■ DATA SUPPLIED ■
────────────────────

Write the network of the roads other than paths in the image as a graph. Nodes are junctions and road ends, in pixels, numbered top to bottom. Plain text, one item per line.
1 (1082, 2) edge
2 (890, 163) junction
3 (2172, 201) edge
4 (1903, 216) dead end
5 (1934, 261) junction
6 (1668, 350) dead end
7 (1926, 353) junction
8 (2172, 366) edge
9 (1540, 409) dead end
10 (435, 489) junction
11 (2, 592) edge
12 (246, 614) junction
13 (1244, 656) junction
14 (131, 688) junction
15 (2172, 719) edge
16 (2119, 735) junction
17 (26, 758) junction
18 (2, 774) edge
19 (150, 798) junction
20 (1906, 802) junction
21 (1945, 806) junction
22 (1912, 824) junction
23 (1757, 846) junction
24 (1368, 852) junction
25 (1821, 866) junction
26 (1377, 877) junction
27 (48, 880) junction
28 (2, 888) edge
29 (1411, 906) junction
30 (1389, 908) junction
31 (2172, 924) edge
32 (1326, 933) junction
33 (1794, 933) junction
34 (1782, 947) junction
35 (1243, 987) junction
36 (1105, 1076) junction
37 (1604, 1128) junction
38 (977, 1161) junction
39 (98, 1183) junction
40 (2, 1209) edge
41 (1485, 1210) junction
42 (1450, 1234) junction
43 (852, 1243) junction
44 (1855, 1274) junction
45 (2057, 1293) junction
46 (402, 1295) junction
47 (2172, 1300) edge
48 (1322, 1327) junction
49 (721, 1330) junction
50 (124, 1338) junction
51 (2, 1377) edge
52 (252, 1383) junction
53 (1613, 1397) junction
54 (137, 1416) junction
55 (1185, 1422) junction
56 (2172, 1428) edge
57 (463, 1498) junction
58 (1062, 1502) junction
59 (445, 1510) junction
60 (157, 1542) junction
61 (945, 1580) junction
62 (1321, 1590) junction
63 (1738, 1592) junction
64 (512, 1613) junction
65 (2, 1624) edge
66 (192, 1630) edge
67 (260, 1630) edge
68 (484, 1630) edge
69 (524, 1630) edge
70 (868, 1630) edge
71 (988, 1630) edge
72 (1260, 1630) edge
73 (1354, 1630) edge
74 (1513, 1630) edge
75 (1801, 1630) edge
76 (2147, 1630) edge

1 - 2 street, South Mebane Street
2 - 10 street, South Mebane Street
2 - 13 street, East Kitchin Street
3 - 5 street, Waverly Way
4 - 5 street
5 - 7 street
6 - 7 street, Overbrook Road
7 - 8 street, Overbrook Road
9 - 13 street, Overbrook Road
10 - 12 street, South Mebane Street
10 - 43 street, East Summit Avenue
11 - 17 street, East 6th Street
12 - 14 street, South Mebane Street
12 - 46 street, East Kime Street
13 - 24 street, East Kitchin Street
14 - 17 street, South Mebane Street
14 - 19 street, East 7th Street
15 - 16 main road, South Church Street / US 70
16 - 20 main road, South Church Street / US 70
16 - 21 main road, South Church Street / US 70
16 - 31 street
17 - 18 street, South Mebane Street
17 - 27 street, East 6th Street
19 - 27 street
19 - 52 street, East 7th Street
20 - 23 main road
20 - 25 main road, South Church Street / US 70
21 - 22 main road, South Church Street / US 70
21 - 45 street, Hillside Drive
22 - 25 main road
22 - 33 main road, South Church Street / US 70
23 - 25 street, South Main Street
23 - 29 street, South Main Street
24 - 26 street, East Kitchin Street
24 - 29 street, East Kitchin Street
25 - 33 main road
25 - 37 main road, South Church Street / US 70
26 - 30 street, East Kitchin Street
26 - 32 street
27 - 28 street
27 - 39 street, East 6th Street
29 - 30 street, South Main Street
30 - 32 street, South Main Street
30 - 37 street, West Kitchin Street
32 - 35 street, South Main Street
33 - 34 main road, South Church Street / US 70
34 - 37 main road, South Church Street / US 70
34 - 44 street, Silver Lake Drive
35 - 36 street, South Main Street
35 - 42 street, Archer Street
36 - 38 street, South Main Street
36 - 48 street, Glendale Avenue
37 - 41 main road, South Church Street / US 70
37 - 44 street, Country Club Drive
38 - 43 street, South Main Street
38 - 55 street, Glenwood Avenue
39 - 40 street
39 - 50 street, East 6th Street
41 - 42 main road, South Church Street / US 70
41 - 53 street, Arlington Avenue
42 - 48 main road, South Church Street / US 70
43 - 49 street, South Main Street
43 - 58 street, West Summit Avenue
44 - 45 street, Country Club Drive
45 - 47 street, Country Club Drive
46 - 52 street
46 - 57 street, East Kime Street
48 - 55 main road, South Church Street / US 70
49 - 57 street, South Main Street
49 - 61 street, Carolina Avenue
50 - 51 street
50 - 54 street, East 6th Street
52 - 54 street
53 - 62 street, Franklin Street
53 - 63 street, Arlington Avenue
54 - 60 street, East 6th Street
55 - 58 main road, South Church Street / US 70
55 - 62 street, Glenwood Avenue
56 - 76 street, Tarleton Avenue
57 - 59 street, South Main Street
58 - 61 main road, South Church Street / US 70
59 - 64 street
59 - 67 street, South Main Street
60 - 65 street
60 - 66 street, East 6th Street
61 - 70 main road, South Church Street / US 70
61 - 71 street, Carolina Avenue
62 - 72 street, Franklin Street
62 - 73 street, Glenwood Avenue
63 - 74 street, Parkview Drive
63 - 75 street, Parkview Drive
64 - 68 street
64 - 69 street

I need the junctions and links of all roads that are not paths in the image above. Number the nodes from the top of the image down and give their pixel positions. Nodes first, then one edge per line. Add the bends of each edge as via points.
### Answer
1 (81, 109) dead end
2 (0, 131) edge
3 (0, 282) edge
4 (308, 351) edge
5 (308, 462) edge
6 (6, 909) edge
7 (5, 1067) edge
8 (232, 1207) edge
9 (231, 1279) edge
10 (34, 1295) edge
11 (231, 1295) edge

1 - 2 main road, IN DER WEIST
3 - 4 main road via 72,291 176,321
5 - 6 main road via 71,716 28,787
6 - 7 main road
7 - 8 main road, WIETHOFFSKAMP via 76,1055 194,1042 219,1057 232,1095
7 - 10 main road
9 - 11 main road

────────────────────

Return the lines of the listing where the string "Nodes" appears.

■ RESPONSE BOX ■
Write the network of the roads other than paths in the image as a graph. Nodes are junctions and road ends, in pixels, numbered top to bottom. Plain text, one item per line.
I need the junctions and links of all roads that are not paths in the image above. Number the nodes from the top of the image down and give their pixel positions. Nodes first, then one edge per line. Add the bends of each edge as via points.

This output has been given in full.